Lebanon is now so weak that electricity is on for only a few hours each day.

Indeed, many believe that the lights which economic recovery might ultimately turn back on permanently are entirely dependent on Israeli itself supplying gas to Lebanon through intermediaries – in effect, forcing the two countries to reach a level of cooperation that is contrary to Hezbollah’s longstanding threats and demands.

But the burning question remains: Should Hezbollah start another war with Israel, what will then be left of Lebanon, already a shell?

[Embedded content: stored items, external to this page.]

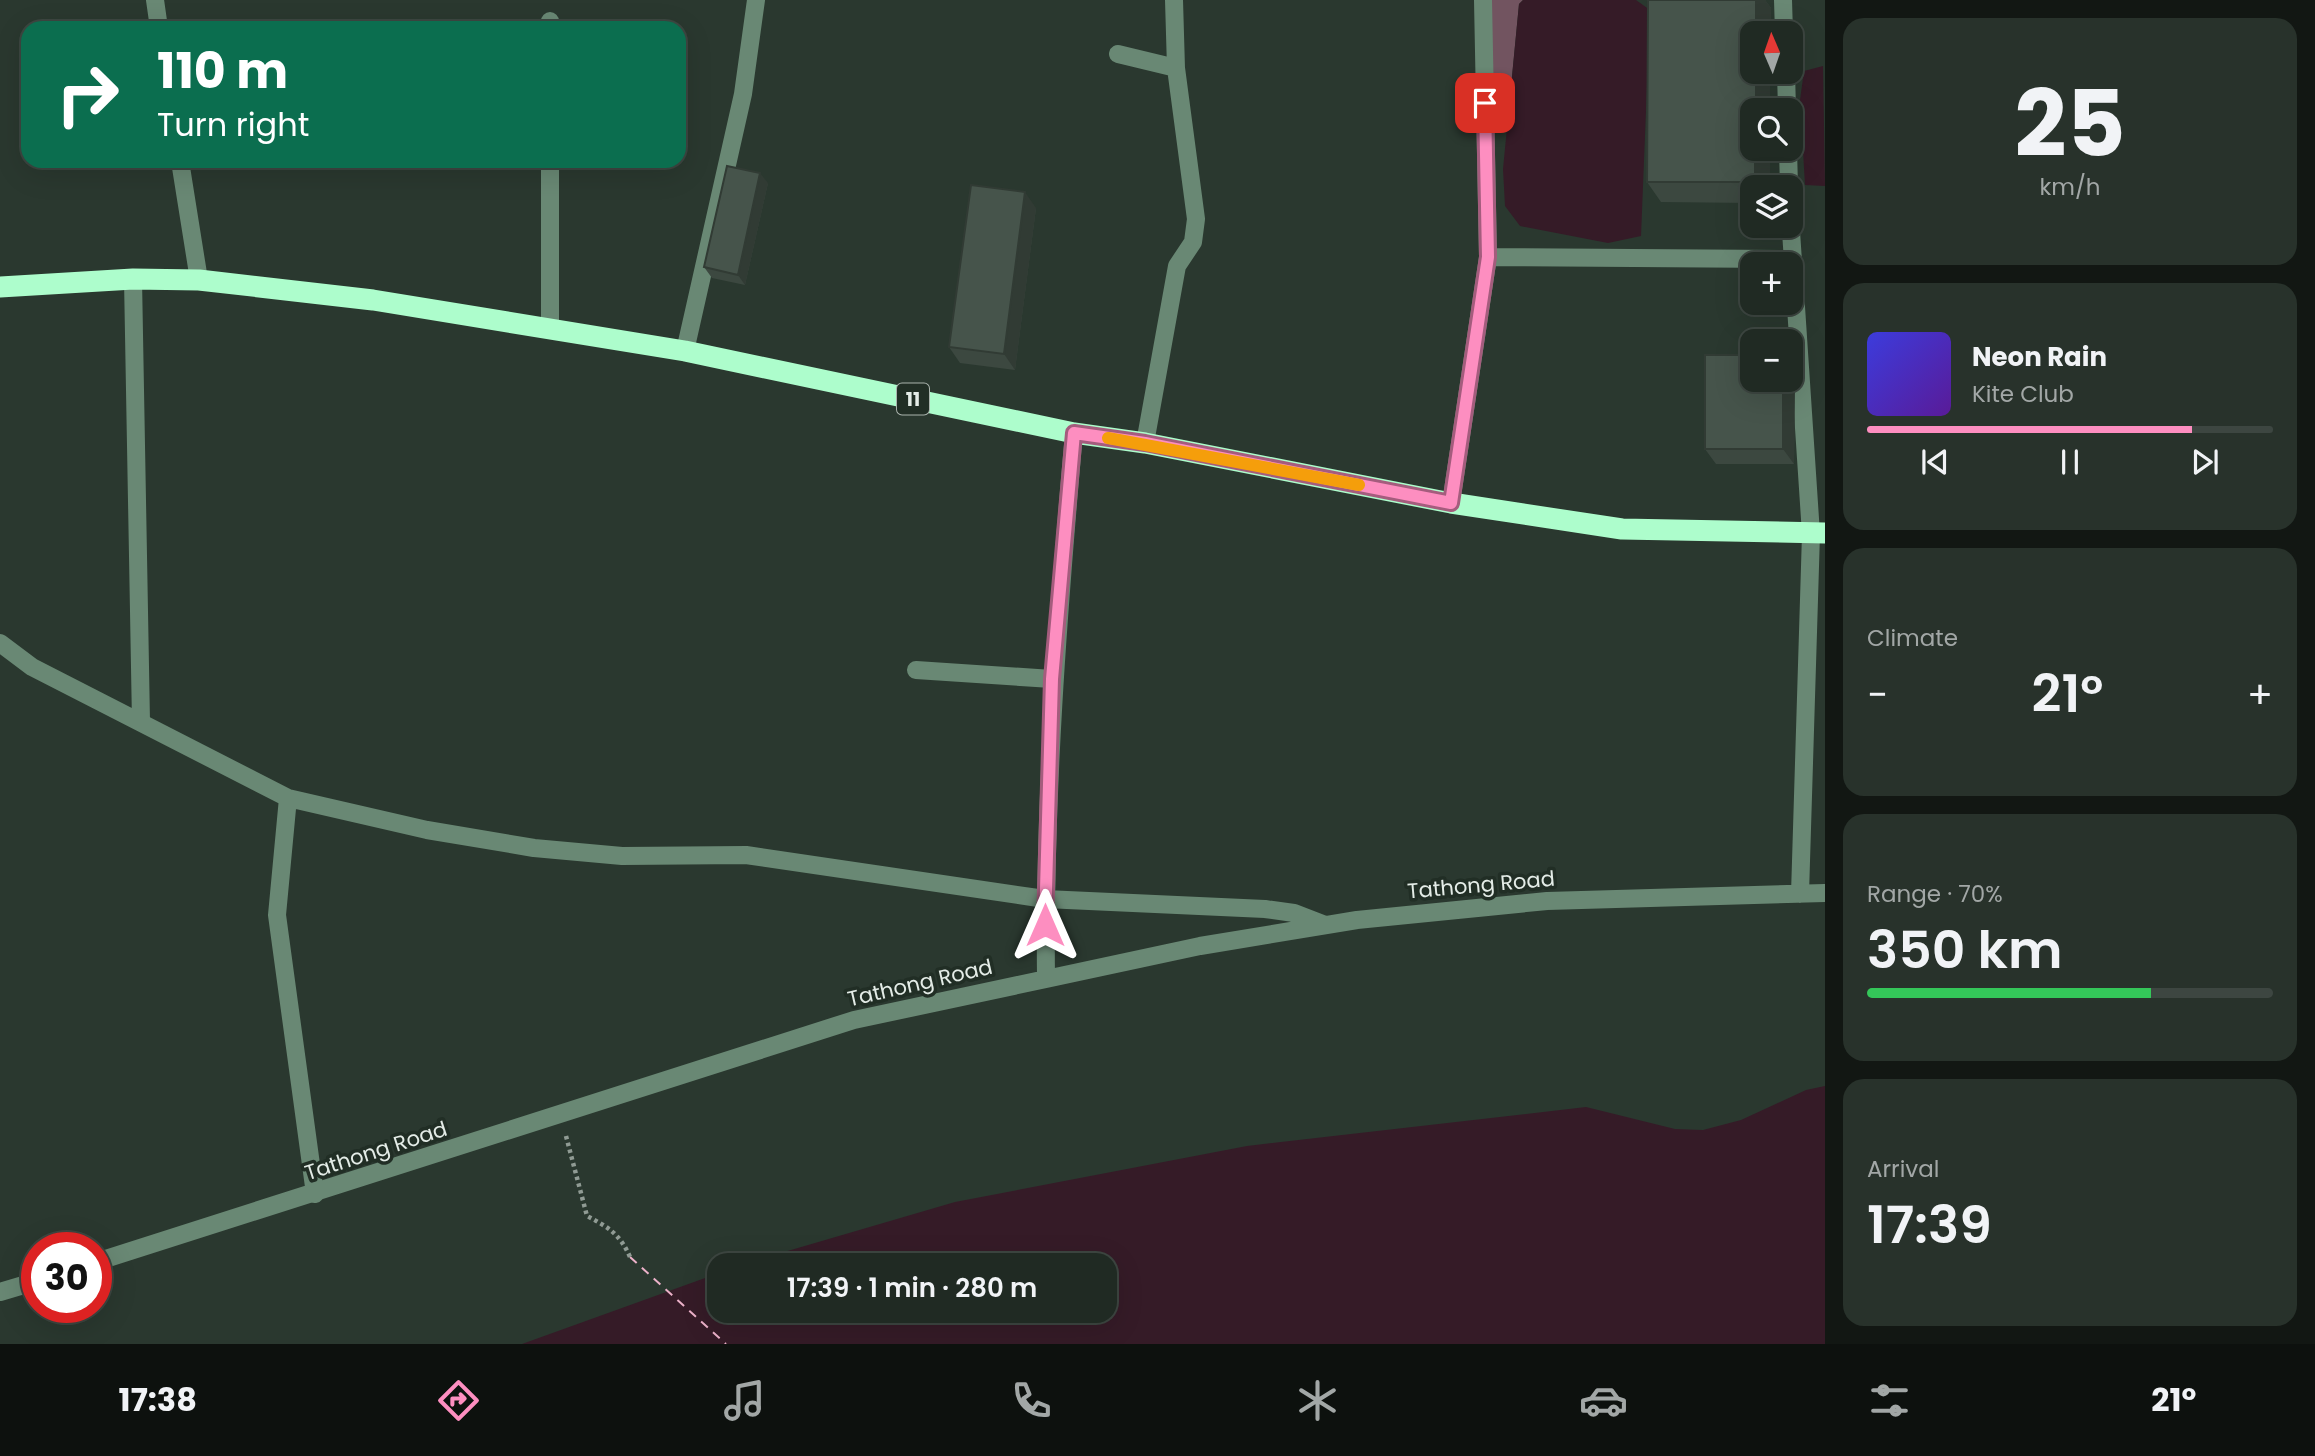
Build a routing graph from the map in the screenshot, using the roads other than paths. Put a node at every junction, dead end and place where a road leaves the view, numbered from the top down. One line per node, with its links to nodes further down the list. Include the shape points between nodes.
1 (155, 0): 6 (street)
2 (756, 0): 19 (street, via 743,94)
3 (1174, 0): 9 (street)
4 (1483, 0): 12 (street)
5 (1783, 0): 7 (street)
6 (158, 21)
7 (1784, 21)
8 (1118, 54): 9 (street)
9 (1176, 68): 21 (street, via 1196,219 1193,242 1177,266)
10 (181, 168): 15 (street)
11 (550, 168): 18 (street)
12 (1488, 257): 13 (street); 22 (street)
13 (1740, 258)
14 (133, 279): 15 (highway, 11); 16 (highway, 11); 27 (street)
15 (199, 280): 18 (highway, 11)
16 (0, 287)
17 (1797, 315): 23 (street)
18 (550, 327): 19 (highway, 11)
19 (685, 351): 20 (highway, 11)
20 (1074, 433): 21 (highway, 11); 26 (street)
21 (1145, 443): 22 (highway, 11)
22 (1451, 503): 23 (highway, 11, via 1622,529)
23 (1818, 534): 30 (street)
24 (0, 643): 27 (street, via 32,667)
25 (916, 670): 26 (street)
26 (1052, 679): 31 (street)
27 (141, 722): 28 (street)
28 (288, 798): 31 (street, via 426,830 534,848 622,856 746,855); 34 (street, via 278,915)
29 (1825, 893): 30 (street, Tathong Road)
30 (1801, 894): 32 (street, Tathong Road, via 1547,901)
31 (1045, 899): 32 (street, via 1265,909); 33 (street)
32 (1327, 925): 33 (street, Tathong Road)
33 (1046, 979): 34 (street, Tathong Road, via 853,1020)
34 (315, 1194): 35 (street, Tathong Road)
35 (112, 1257)
36 (21, 1286): 37 (street)
37 (0, 1293)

Into all of this despair has now entered the prospect of natural gas royalties, as gas fields were discovered in the territorially disputed Karish and Qana gas fields located off shore between Lebanon and Israel. In typical fashion, according to many Lebanese, Israel studied developing its portion of the field and reached agreement with European nations to do so, but Lebanon has done little to match Israel’s proaction. Now, with gas scheduled to be exported by Israel beginning in September, Lebanon desperately does not want to be left out. It materially changed its bargaining position regarding the ultimate border, appearing to open the way for a settlement with Israel. Meanwhile, a gas rig from Singapore reached the disputed site in late May, making the prospect of natural gas development quite real, if not imminent.

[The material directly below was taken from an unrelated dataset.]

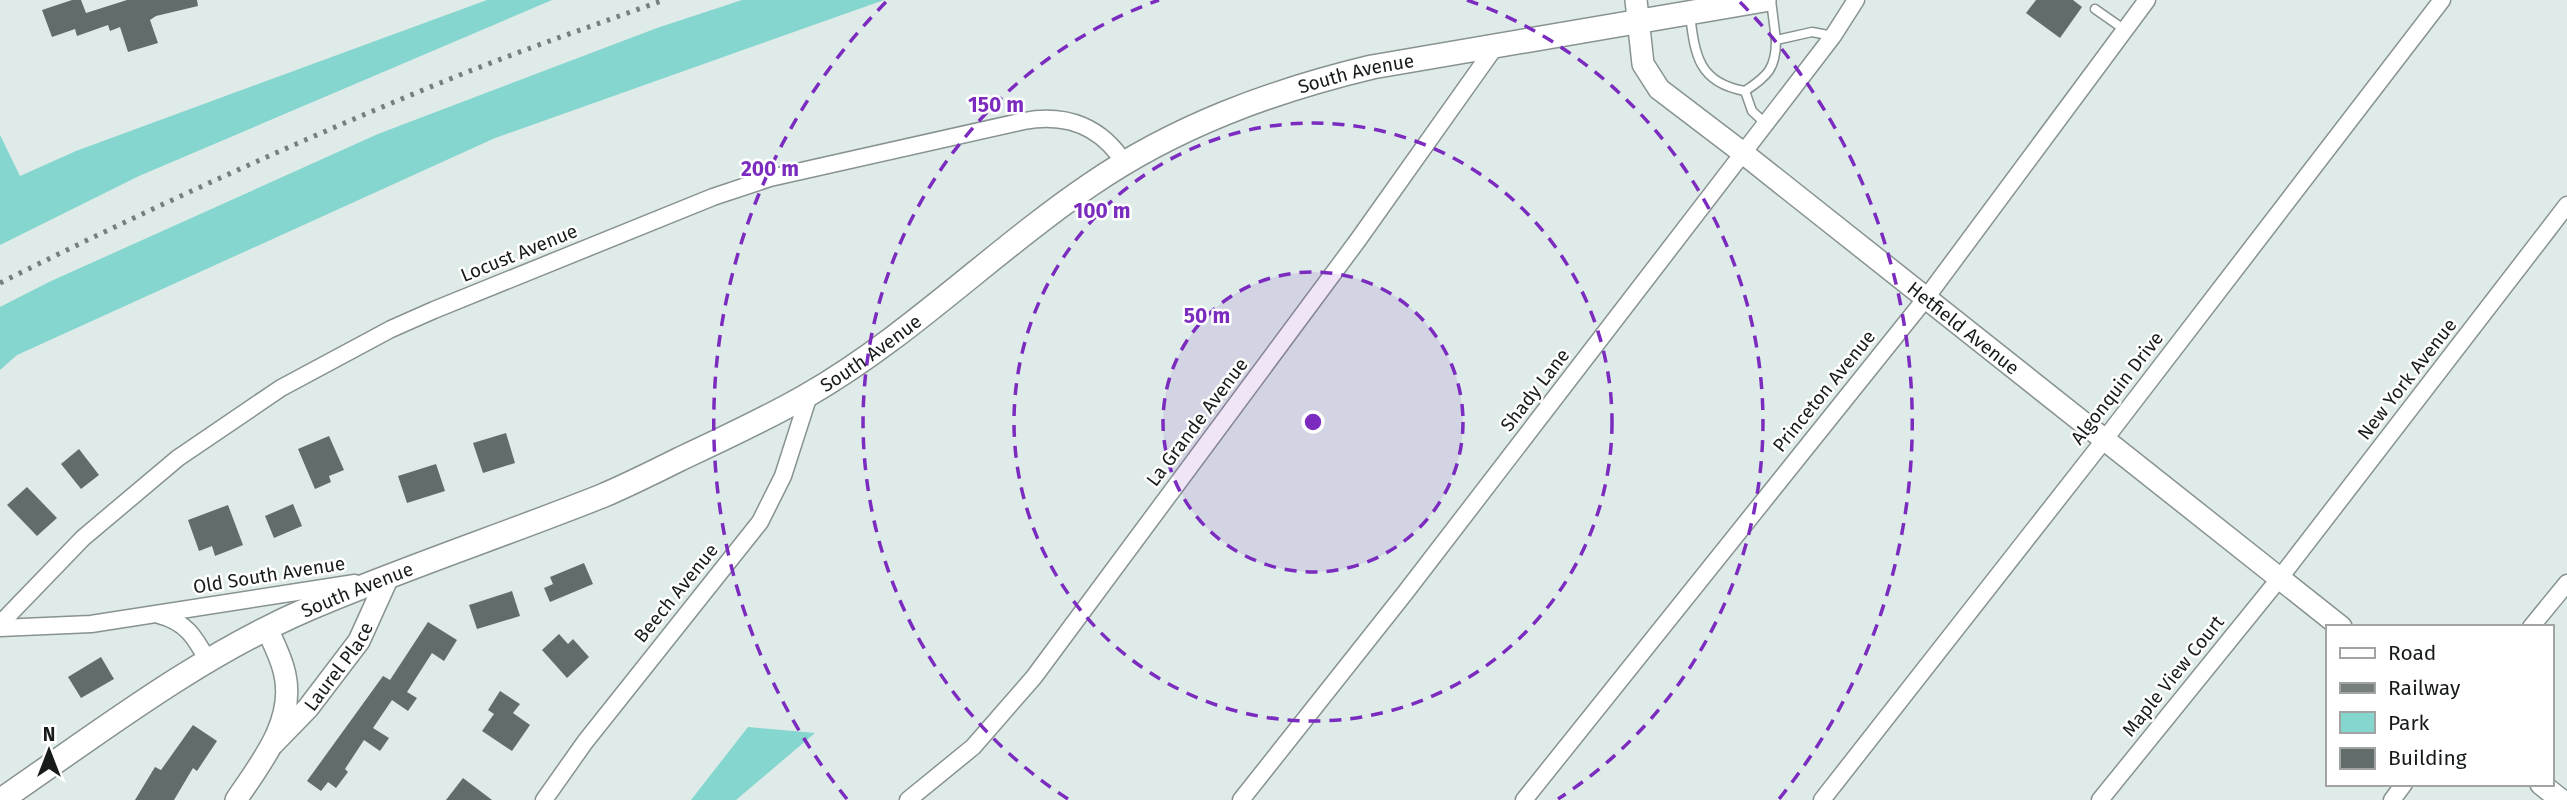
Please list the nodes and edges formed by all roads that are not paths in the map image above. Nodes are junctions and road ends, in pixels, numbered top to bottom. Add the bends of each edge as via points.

File photo: A parade by the Iranian backed Lebanese Shiite Hezbollah militia (which is the only militia that was allowed by the Syrian occupational force to keep its arms following the end of the civil war ) . It is now the most powerful group in Lebanon and acts as the state in -none state

That was too much for Nasrallah, who clings to power nearly entirely on a platform of destroying the Jewish State, even when that is self-destructive to Lebanon itself. Perhaps due to the lingering bitterness of the economic disaster that now is Beirut and the explosion that ripped the heart out of so many Lebanese, Nasrallah’s vitriol brought far more fear and trepidation from the country than it engendered any bluster and support.

Meanwhile, Israel is unlikely to countenance any substantial delay in extracting gas from the Karish gas field due to Nasrallah’s demands. Will he then plunge Lebanon into yet another brutal war, as he now appears to be threatening? Sadly, the answer could be yes, and all the economic development that could take place in this small yet beautiful country will be replaced by even more devastation, death, and destruction.

Such is the warped logic of the Middle East. A resource that portends so much potential promise may, instead, wind up causing so much death and despair. Yet again, the progress and economic security that so rightfully belong to a long-suffering country in the Arab world may not occur – due to jealousy, hatred, revenge, and the sheer desire for power that, ironically, the majority of Lebanon almost certainly do not support. Unfortunately, it is a sad story that has been repeated over and over again for decades, if not centuries. And so it continues with no end in sight.

Daniel Markind is an attorney who writes about Marcellus Shale area developments.